Released by Universal Pictures on December 4, 1998, Psycho received polarizing reviews from critics, as well as being panned by audiences, who criticized the similarities to the original film. The film won the Golden Raspberry Awards for Worst Remake and Worst Director, and was nominated for Worst Actress (Heche) at the 19th Golden Raspberry Awards, but conversely earned two Saturn Award nominations for Best Supporting Actress (Heche) and Best Writing (Stefano) at the 25th Saturn Awards.

==Plot==
During a Friday afternoon tryst in a Phoenix hotel, real-estate secretary Marion Crane and her boyfriend Sam Loomis discuss their inability to get married because of his debts. Returning to work, she decides to steal a cash payment of $400,000 entrusted to her for deposit at the bank and drive to Sam's home in Fairvale, California. En route, she hurriedly trades her car, arousing suspicion.

Running into bad weather, Marion stops for the night at the Bates Motel and uses an alias. Proprietor Norman Bates invites her to dine with him. After he returns to his house atop a hill overlooking the hotel, Marion overhears him arguing with his mother Norma about her presence. Norman returns and apologizes for his mother's outbursts. He discusses his taxidermy hobby, his mother's "illness" and how people have their own "private trap" that they wish to escape from. Marion, remorseful of her crime, decides to return the stolen money, unaware that the aroused Norman is watching her through a hole in the wall. As she showers, a shadowy figure brutally stabs her to death. Horrified upon finding Marion's corpse, Norman places her body and the hidden cash in her car, and sinks the car in a swamp nearby.

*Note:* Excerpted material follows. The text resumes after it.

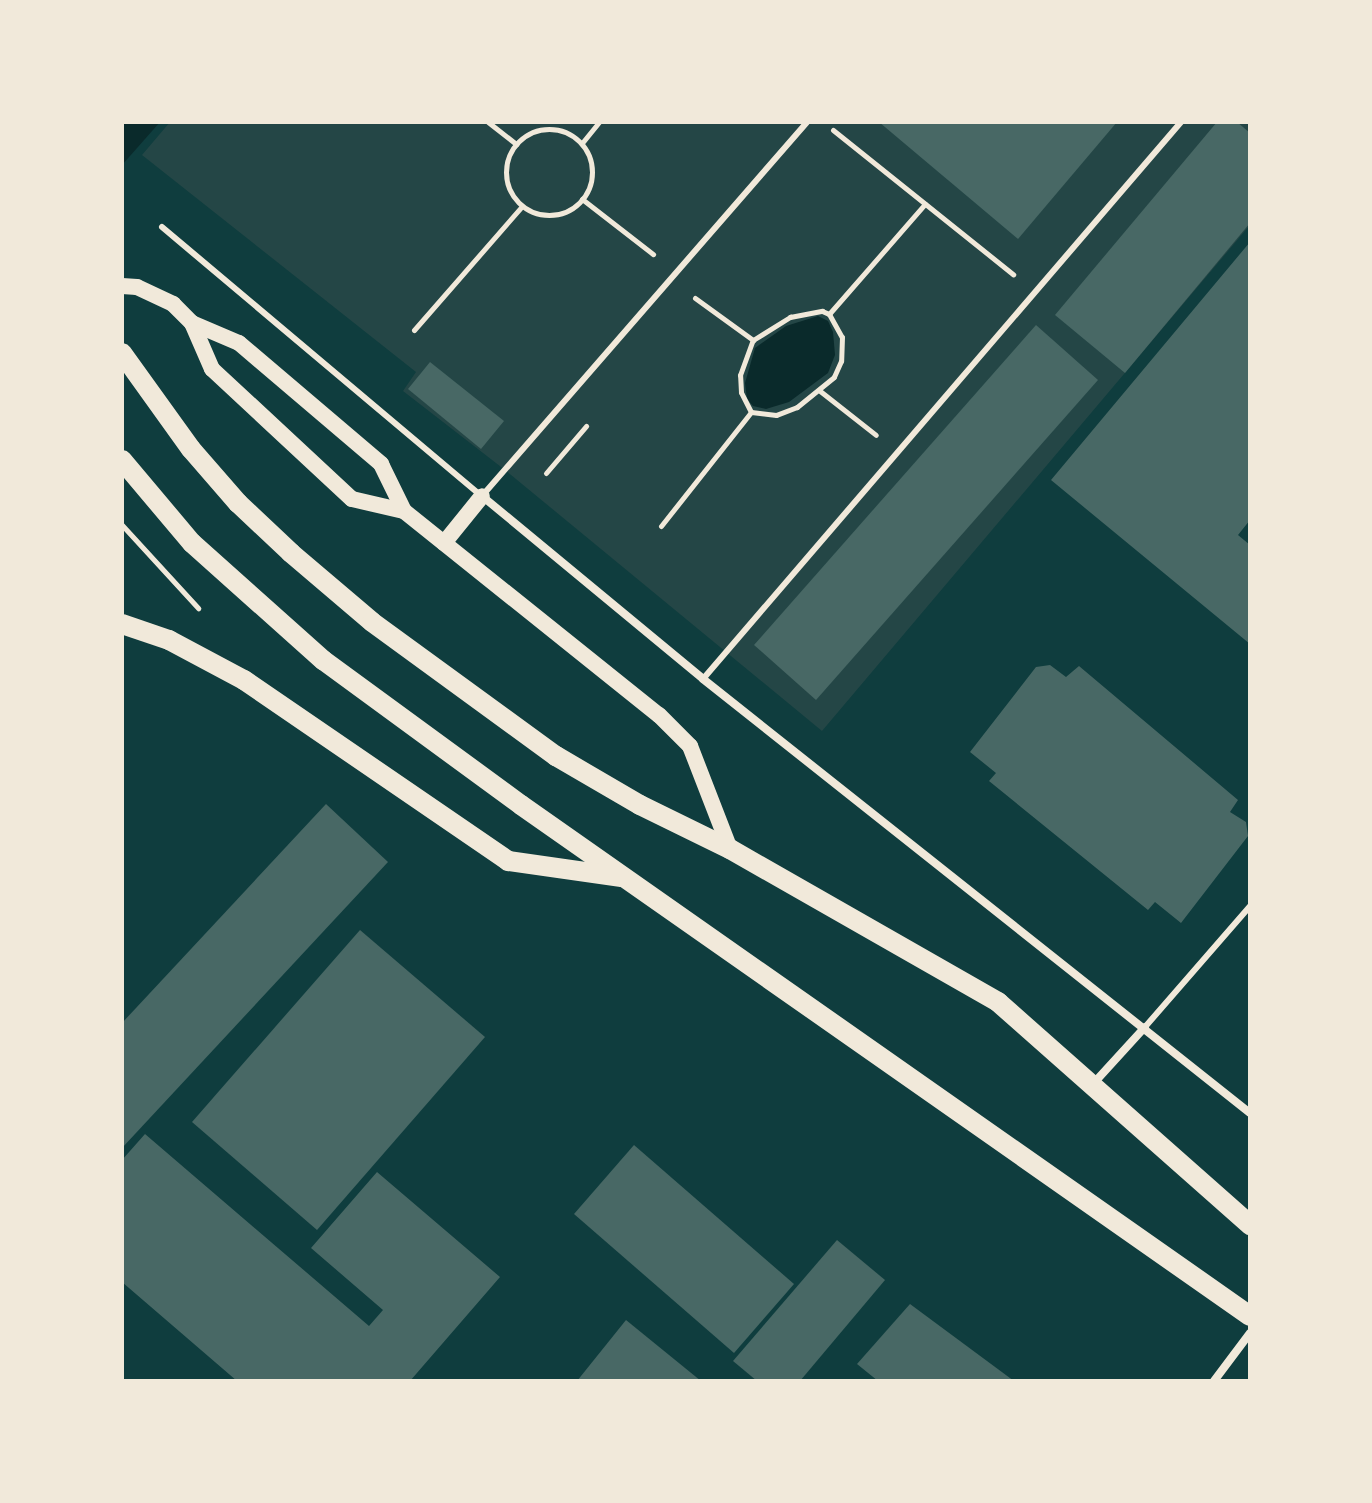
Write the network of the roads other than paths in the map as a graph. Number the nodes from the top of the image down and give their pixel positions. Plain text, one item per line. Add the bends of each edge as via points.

Marion's sister Lila arrives a week later and tells Sam about the theft. Private investigator Milton Arbogast says that he has been hired to retrieve the money. He questions Norman and finds him suspicious; when he asks to speak to Norman's mother, Norman refuses. Arbogast enters the Bates home, where a figure resembling an elderly woman fatally stabs him.

Hearing no word from Arbogast, Sam and Lila grow curious about the Bates Motel, Arbogast's last stop. Al Chambers, the local sheriff, tells them that Norman's mother died in a murder-suicide ten years earlier. Convinced that something happened to Arbogast, Lila and Sam check into the Bates Motel posing as a married couple, and infiltrate Marion's room, finding a missing shower curtain and a paper indicating that Marion subtracted an amount from her cash payment. Sam distracts Norman in the office, while Lila sneaks into his house. Norman becomes agitated and knocks Sam unconscious. Lila hides in the fruit cellar, where she discovers the mother's mummified body. She screams, and Norman, wearing his mother's clothes and a wig, tries to stab her. Sam subdues him, rescuing Lila.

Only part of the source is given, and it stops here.